The Pioneer Institute is a leader in the conservative anti–Common Core brigade, launching reports, op-eds, and testimony in a seemingly unending effort to spread fear, uncertainty, and doubt about the standards. They are nothing if not fanatical in their opposition to the Common Core; even when they acknowledge the facts aren’t on their side, they simply refuse to change their story.
Take, for instance, Pioneer’s recently released white paper, written by former Texas Commissioner of Education Robert Scott and entitled, “A Republic of Republics: How the Common Core Undermines State and Local Control over K–12 Education." In terms of criticism of the Common Core, there is very little substantively new in the report—the arguments are all very familiar to anyone who’s been following the backlash over the past several months. What makes the report so curious is that they actually accept four facts about the Common Core that leave little of their argument intact.
Fact #1: Local Control. On page 2, Scott acknowledges that, across all states—even those that have adopted the Common Core—it is state and local leaders, not the federal government, who will make decisions about curriculum and instruction.
Fact #2: Not a National Curriculum. Scott admits that it is “premature to claim that the CCSSI amounts to a national curriculum.” Indeed, he goes as far as to say that the CCSS “are not a curriculum” and that “local curricula will still be defined at the school and district levels.”
Fact #3: Not Federally Mandated. The report notes that while it’s clear the Obama Administration “would like every state to adopt the CCSSI,” “neither [Race to the Top] nor the conditional waivers being provided under NCLB mention the Common Core State Standards Initiative.” Of course, there are lots of things presidents and education secretaries want—and they ordinarily take full advantage of their bully pulpits to push their preferred policies. But preferences and wishes do not a federal curriculum make.
Fact #4: State Led. By acknowledging the groups actually involved in the development of the standards—the National Governors Association, the Council of Chief State Schools Officers, Achieve, and on—the report tacitly concedes that the federal government had no part in the standards development itself.
Yet, the title still suggests that the Common Core undermines state and local control over K–12 education.

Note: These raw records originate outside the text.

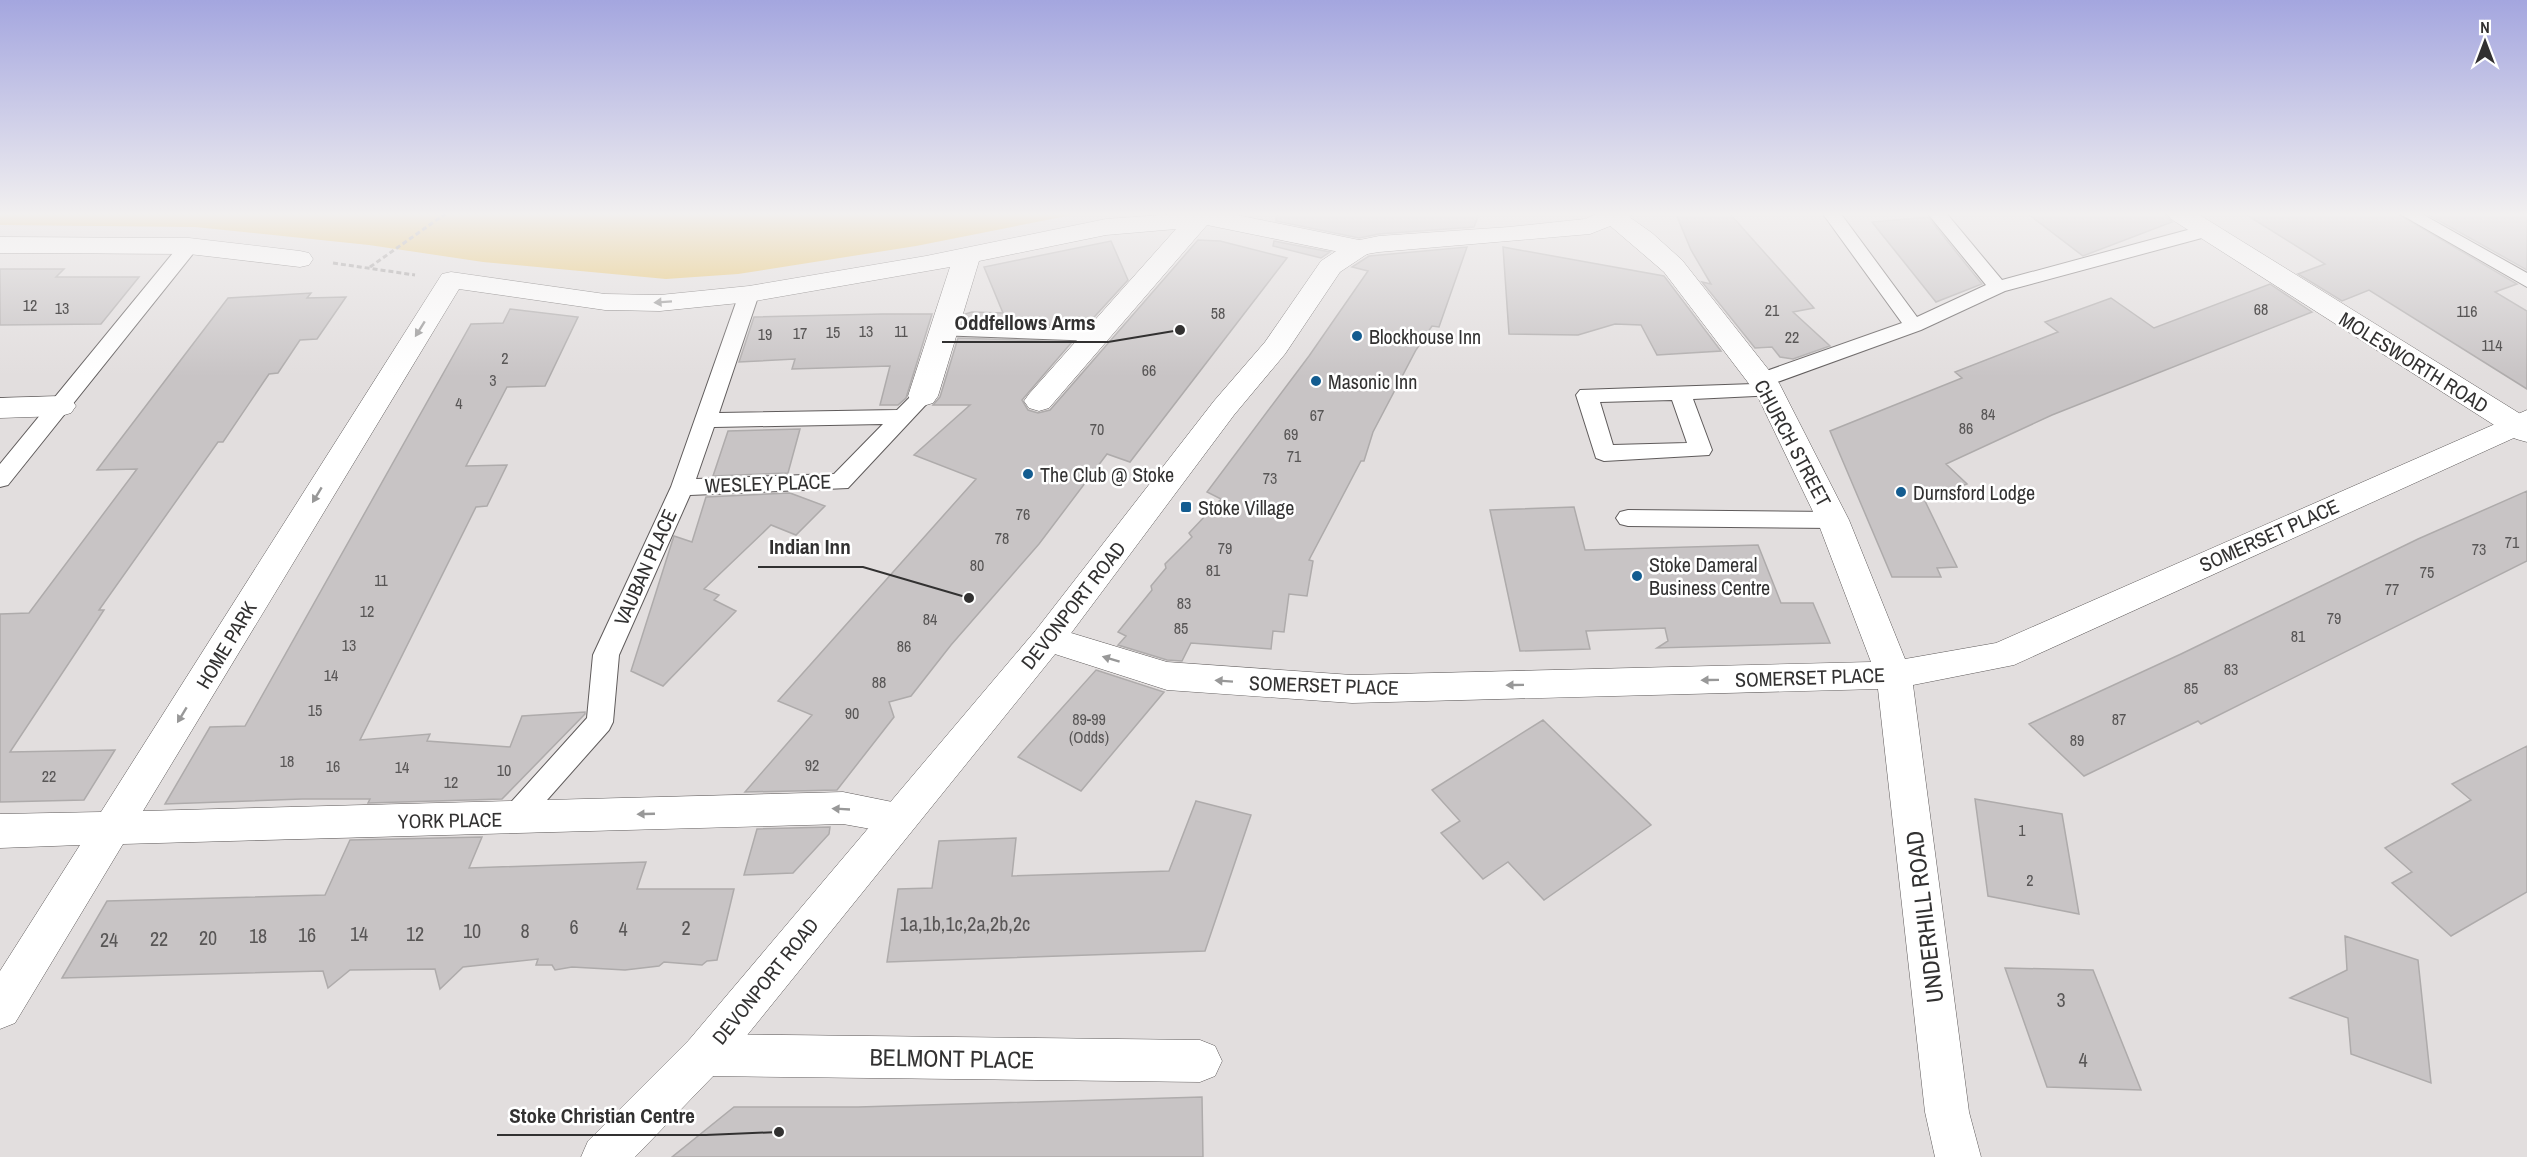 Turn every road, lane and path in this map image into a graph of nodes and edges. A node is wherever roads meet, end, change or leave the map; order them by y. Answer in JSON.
{"nodes":[{"id":1,"x":171,"y":268,"type":"edge"},
{"id":2,"x":368,"y":268,"type":"edge"},
{"id":3,"x":898,"y":268,"type":"edge"},
{"id":4,"x":963,"y":268,"type":"edge"},
{"id":5,"x":1158,"y":268,"type":"edge"},
{"id":6,"x":1329,"y":268,"type":"edge"},
{"id":7,"x":1675,"y":268,"type":"edge"},
{"id":8,"x":1872,"y":268,"type":"edge"},
{"id":9,"x":1982,"y":268,"type":"edge"},
{"id":10,"x":2069,"y":268,"type":"edge"},
{"id":11,"x":2266,"y":268,"type":"edge"},
{"id":12,"x":2504,"y":268,"type":"edge"},
{"id":13,"x":451,"y":280,"type":"junction"},
{"id":14,"x":2527,"y":281,"type":"edge"},
{"id":15,"x":1998,"y":287,"type":"junction"},
{"id":16,"x":749,"y":294,"type":"junction"},
{"id":17,"x":1914,"y":326,"type":"junction"},
{"id":18,"x":943,"y":331,"type":"junction"},
{"id":19,"x":1096,"y":335,"type":"junction"},
{"id":20,"x":1765,"y":385,"type":"junction"},
{"id":21,"x":1680,"y":393,"type":"junction"},
{"id":22,"x":923,"y":396,"type":"joint"},
{"id":23,"x":1039,"y":401,"type":"dead end"},
{"id":24,"x":61,"y":406,"type":"junction"},
{"id":25,"x":0,"y":408,"type":"edge"},
{"id":26,"x":903,"y":417,"type":"junction"},
{"id":27,"x":706,"y":420,"type":"junction"},
{"id":28,"x":2523,"y":426,"type":"edge"},
{"id":29,"x":0,"y":479,"type":"edge"},
{"id":30,"x":682,"y":487,"type":"junction"},
{"id":31,"x":1628,"y":518,"type":"dead end"},
{"id":32,"x":1833,"y":520,"type":"junction"},
{"id":33,"x":1048,"y":639,"type":"junction"},
{"id":34,"x":1894,"y":675,"type":"junction"},
{"id":35,"x":514,"y":818,"type":"junction"},
{"id":36,"x":899,"y":818,"type":"junction"},
{"id":37,"x":114,"y":828,"type":"junction"},
{"id":38,"x":0,"y":831,"type":"edge"},
{"id":39,"x":0,"y":1009,"type":"edge"},
{"id":40,"x":704,"y":1055,"type":"junction"},
{"id":41,"x":1200,"y":1061,"type":"dead end"},
{"id":42,"x":604,"y":1157,"type":"edge"},
{"id":43,"x":1958,"y":1157,"type":"edge"}],
"edges":[{"from":1,"to":24,"type":"lane"},
{"from":2,"to":13,"type":"path"},
{"from":3,"to":16,"type":"street"},
{"from":4,"to":18,"type":"street","name":"WESLEY PLACE"},
{"from":5,"to":19,"type":"street"},
{"from":6,"to":33,"type":"street","name":"DEVONPORT ROAD"},
{"from":7,"to":20,"type":"street","name":"CHURCH STREET"},
{"from":8,"to":17,"type":"lane"},
{"from":9,"to":15,"type":"lane"},
{"from":10,"to":15,"type":"lane"},
{"from":11,"to":28,"type":"street","name":"MOLESWORTH ROAD"},
{"from":12,"to":14,"type":"lane"},
{"from":16,"to":13,"type":"street","one_way":true},
{"from":13,"to":37,"type":"street","name":"HOME PARK","one_way":true},
{"from":15,"to":17,"type":"lane"},
{"from":16,"to":27,"type":"lane","name":"VAUBAN PLACE"},
{"from":17,"to":20,"type":"lane"},
{"from":18,"to":19,"type":"lane"},
{"from":18,"to":22,"type":"street","name":"WESLEY PLACE"},
{"from":19,"to":23,"type":"street"},
{"from":20,"to":21,"type":"lane"},
{"from":20,"to":32,"type":"street","name":"CHURCH STREET"},
{"from":21,"to":21,"type":"lane"},
{"from":22,"to":26,"type":"lane","name":"WESLEY PLACE"},
{"from":24,"to":25,"type":"street"},
{"from":24,"to":29,"type":"lane"},
{"from":26,"to":27,"type":"lane"},
{"from":26,"to":30,"type":"lane","name":"WESLEY PLACE"},
{"from":27,"to":30,"type":"lane","name":"VAUBAN PLACE"},
{"from":28,"to":34,"type":"street","name":"SOMERSET PLACE"},
{"from":30,"to":35,"type":"lane","name":"VAUBAN PLACE"},
{"from":31,"to":32,"type":"lane"},
{"from":32,"to":34,"type":"street","name":"CHURCH STREET"},
{"from":34,"to":33,"type":"street","name":"SOMERSET PLACE","one_way":true},
{"from":33,"to":36,"type":"street","name":"DEVONPORT ROAD"},
{"from":34,"to":43,"type":"street","name":"UNDERHILL ROAD"},
{"from":36,"to":35,"type":"street","name":"YORK PLACE","one_way":true},
{"from":35,"to":37,"type":"street","name":"YORK PLACE"},
{"from":36,"to":40,"type":"street","name":"DEVONPORT ROAD"},
{"from":37,"to":38,"type":"street","name":"YORK PLACE"},
{"from":37,"to":39,"type":"street","name":"HOME PARK"},
{"from":40,"to":41,"type":"street","name":"BELMONT PLACE"},
{"from":40,"to":42,"type":"street","name":"DEVONPORT ROAD"}]}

Throughout the report, the author works overtime to raise concerns about Common Core, despite having conceded most of the argument. He questions the fact that the first round of RTT asked states to commit to the CCSS before the expectations were finalized. He worries about the speed with which the RTT-endorsed policies were adopted in state legislatures, and he criticizes Duncan and his team for rejecting waiver applications from states that didn’t do exactly what the administration wanted. (He cites, for example, the fact that California was “denied a waiver because of its unwillingness to tie teacher evaluations to test scores.”)
But these critiques center almost exclusively on RTT, not on the standards themselves. In fact, while Pioneer scholars have long lamented the loss of the Massachusetts ELA and math standards, they seem reluctant to acknowledge the broad support that Common Core adoption had within the Bay State. The State Board of Education, for example, brought together a committee of Massachusetts-based university professors and educators to review the CCSS. That committee voted unanimously to adopt the Common Core and made several suggestions about content from the previous Massachusetts standards they wanted to see incorporated into the CCSS. The State Board listened and made all of the recommended additions.
Similar processes have happened in statehouses and departments of education throughout the country, and most of those hearings and committee recommendations have reinforced support for the Common Core. And that’s largely because so many state education leaders and educators—both at the K–12 level and from colleges and universities—think these standards are an improvement over the expectations they replaced. (Indeed, even Sandra Stotsky and James Milgram, Pioneer’s chief content experts, have acknowledged that returning to previous state standards would mean returning to low-quality, “non-rigorous” K–12 expectations.)
Under close examination, the arguments about federal intrusion are, so far, incredibly weak. And if Duncan and his team were to heed Scott’s sound recommendation that they “prohibit any future federal funding from being conditioned on…state adoption of the Common Core,” we could rest assured that the CCSSI will remain, as intended, a state-led effort to improve the quality, content, and rigor of K–12 ELA and math standards.